**DIRECTIONS:** Whenever the word "roads" shows up in a line of the data, copy that line.

**DATA TO EXAMINE:**

● ● ● ●

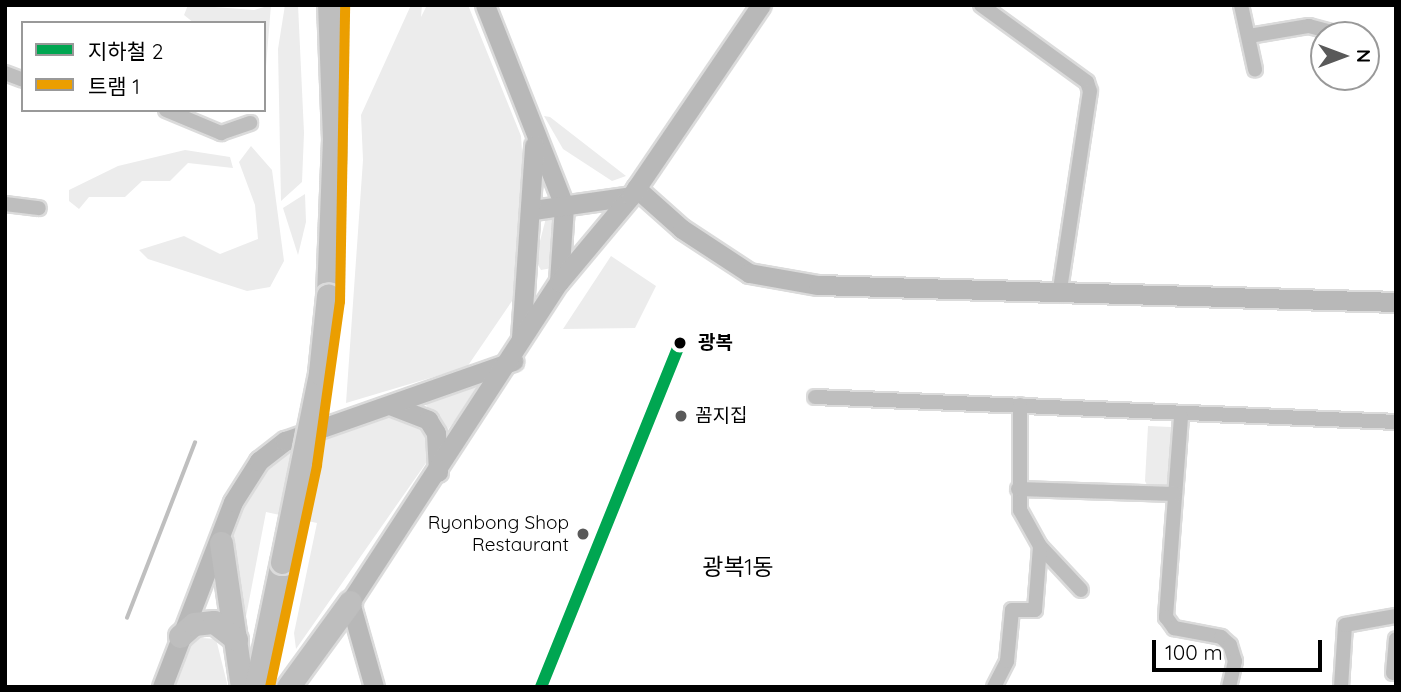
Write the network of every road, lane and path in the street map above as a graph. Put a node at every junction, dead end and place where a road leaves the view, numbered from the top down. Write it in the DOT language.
graph roads {
  1 [pos="329,5"];
  2 [pos="485,5"];
  3 [pos="761,5"];
  4 [pos="981,5"];
  5 [pos="1241,5"];
  6 [pos="1310,26"];
  7 [pos="1249,36"];
  8 [pos="1255,69"];
  9 [pos="171,112"];
  10 [pos="250,123"];
  11 [pos="533,126"];
  12 [pos="634,192"];
  13 [pos="5,204"];
  14 [pos="564,206"];
  15 [pos="39,208"];
  16 [pos="533,210"];
  17 [pos="559,282"];
  18 [pos="527,286"];
  19 [pos="1059,296"];
  20 [pos="1396,302"];
  21 [pos="517,352"];
  22 [pos="815,397"];
  23 [pos="388,405"];
  24 [pos="1020,405"];
  25 [pos="1181,417"];
  26 [pos="1396,422"];
  27 [pos="438,472"];
  28 [pos="1018,489"];
  29 [pos="1175,494"];
  30 [pos="221,543"];
  31 [pos="1040,546"];
  32 [pos="1081,590"];
  33 [pos="350,602"];
  34 [pos="1396,615"];
  35 [pos="180,636"];
  36 [pos="236,639"];
  37 [pos="1396,639"];
  38 [pos="1393,673"];
  39 [pos="162,687"];
  40 [pos="242,687"];
  41 [pos="256,687"];
  42 [pos="288,687"];
  43 [pos="374,687"];
  44 [pos="994,687"];
  45 [pos="1229,687"];
  46 [pos="1341,687"];
  1 -- 41 [label="highway, bridge"];
  2 -- 11 [label="main road"];
  3 -- 12 [label="main road"];
  4 -- 19 [label="street"];
  5 -- 7 [label="street"];
  6 -- 7 [label="street"];
  7 -- 8 [label="street"];
  9 -- 10 [label="street"];
  11 -- 14 [label="main road"];
  11 -- 16 [label="main road"];
  12 -- 14 [label="main road"];
  12 -- 17 [label="main road"];
  12 -- 19 [label="main road"];
  13 -- 15 [label="street"];
  14 -- 16 [label="main road"];
  14 -- 17 [label="main road"];
  16 -- 18 [label="main road"];
  17 -- 18 [label="main road"];
  17 -- 21 [label="main road"];
  18 -- 21 [label="main road"];
  19 -- 20 [label="main road"];
  21 -- 23 [label="main road"];
  21 -- 27 [label="main road"];
  22 -- 24 [label="street"];
  23 -- 27 [label="main road"];
  23 -- 30 [label="main road"];
  24 -- 25 [label="street"];
  24 -- 28 [label="street"];
  25 -- 26 [label="street"];
  25 -- 29 [label="street"];
  27 -- 33 [label="main road"];
  28 -- 29 [label="street"];
  28 -- 31 [label="street"];
  29 -- 45 [label="street"];
  30 -- 35 [label="main road"];
  30 -- 36 [label="highway"];
  31 -- 32 [label="street"];
  31 -- 44 [label="street"];
  33 -- 42 [label="highway"];
  33 -- 43 [label="main road"];
  34 -- 46 [label="street"];
  35 -- 36 [label="highway"];
  35 -- 39 [label="main road"];
  36 -- 40 [label="highway"];
  37 -- 38 [label="street"];
}
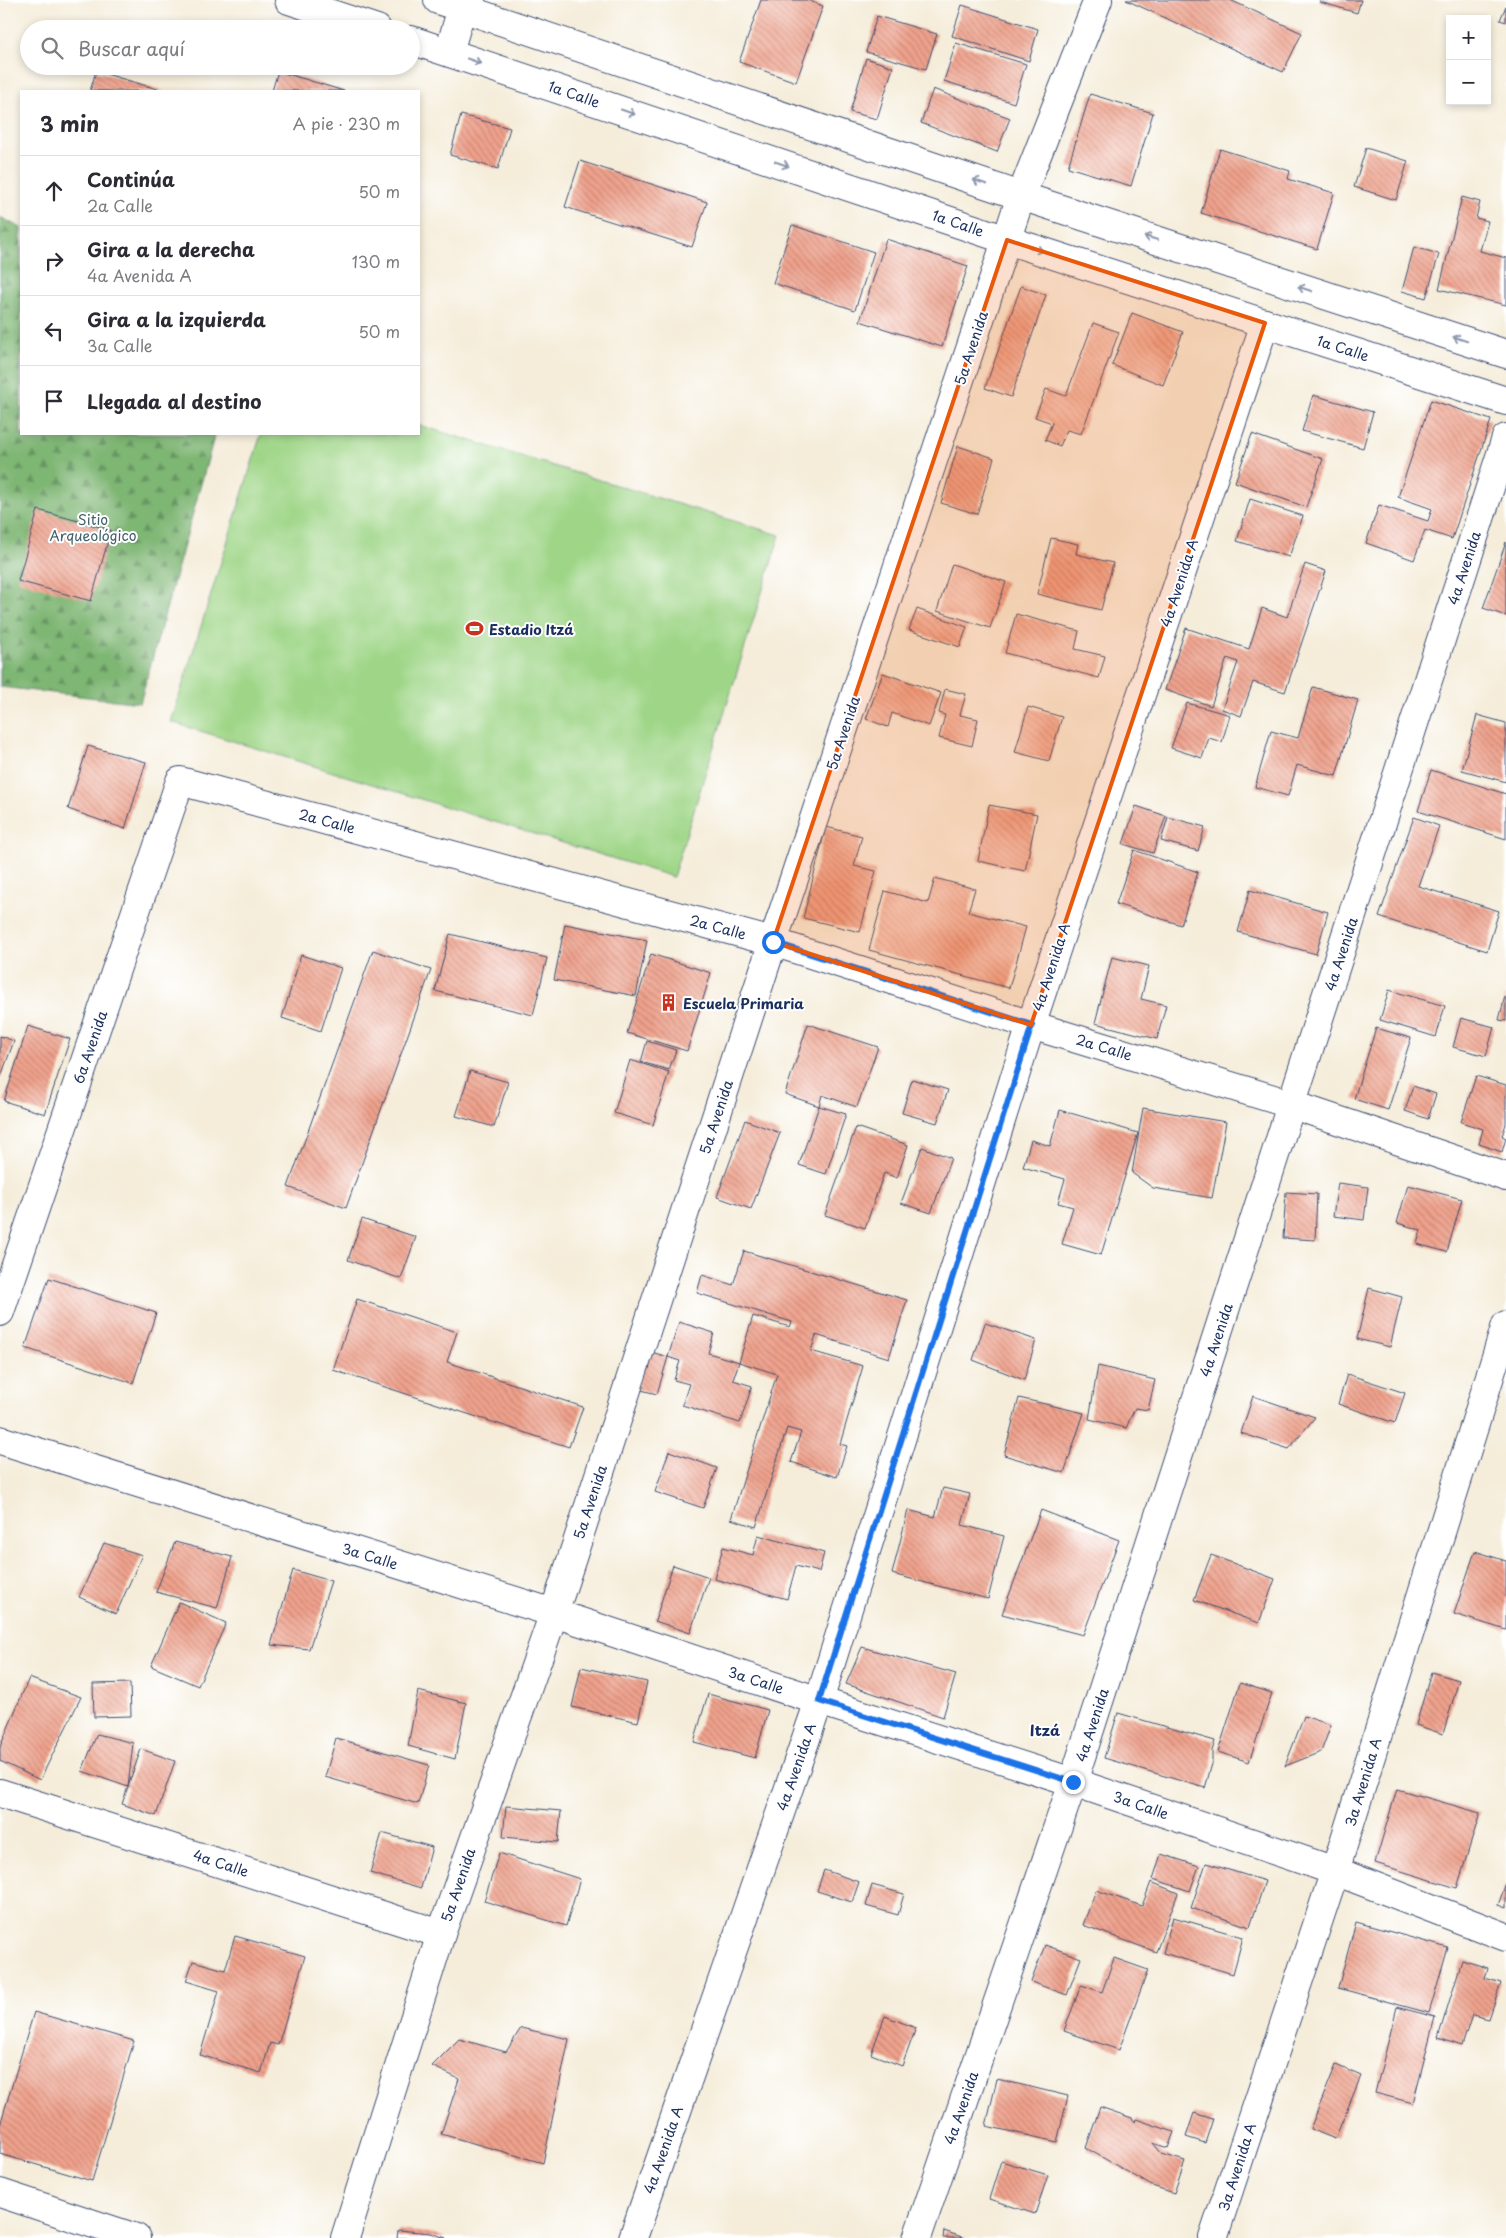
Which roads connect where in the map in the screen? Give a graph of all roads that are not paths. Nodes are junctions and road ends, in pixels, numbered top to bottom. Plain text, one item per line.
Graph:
1 (288, 0) edge
2 (1098, 0) edge
3 (457, 3) edge
4 (349, 20) edge
5 (420, 43) edge
6 (449, 52) junction
7 (1021, 196) junction
8 (1007, 240) junction
9 (1265, 323) junction
10 (1506, 354) edge
11 (1506, 401) edge
12 (1506, 438) edge
13 (180, 781) joint
14 (773, 942) junction
15 (1032, 1025) junction
16 (1293, 1105) junction
17 (1506, 1177) edge
18 (0, 1312) edge
19 (1506, 1325) edge
20 (0, 1440) edge
21 (554, 1613) junction
22 (819, 1701) junction
23 (1073, 1782) junction
24 (0, 1793) edge
25 (1335, 1871) junction
26 (441, 1934) junction
27 (1506, 1937) edge
28 (0, 2193) edge
29 (136, 2238) edge
30 (345, 2238) edge
31 (633, 2238) edge
32 (917, 2238) edge
33 (1213, 2238) edge

1 - 4 street
2 - 7 street, 5a Avenida
3 - 6 street
7 -> 3 street
5 - 6 street, 1a Calle
6 -> 8 street, 1a Calle
7 - 8 street, 5a Avenida
10 -> 7 street
8 -> 9 street, 1a Calle
8 - 14 street, 5a Avenida
9 - 11 street, 1a Calle
9 - 15 street, 4a Avenida A
12 - 16 street, 4a Avenida
13 - 14 street, 2a Calle
13 - 18 street, 6a Avenida
14 - 15 street, 2a Calle
14 - 21 street, 5a Avenida
15 - 16 street, 2a Calle
15 - 22 street, 4a Avenida A
16 - 17 street, 2a Calle
16 - 23 street, 4a Avenida
19 - 25 street, 3a Avenida A
20 - 21 street, 3a Calle
21 - 22 street, 3a Calle
21 - 26 street, 5a Avenida
22 - 23 street, 3a Calle
22 - 31 street, 4a Avenida A
23 - 25 street, 3a Calle
23 - 32 street, 4a Avenida
24 - 26 street, 4a Calle
25 - 27 street, 3a Calle
25 - 33 street, 3a Avenida A
26 - 30 street, 5a Avenida
28 - 29 street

● ● ● ●

**REPLY:**
graph roads {
Which roads connect where in the map in the screen? Give a graph of all roads that are not paths. Nodes are junctions and road ends, in pixels, numbered top to bottom. Plain text, one item per line.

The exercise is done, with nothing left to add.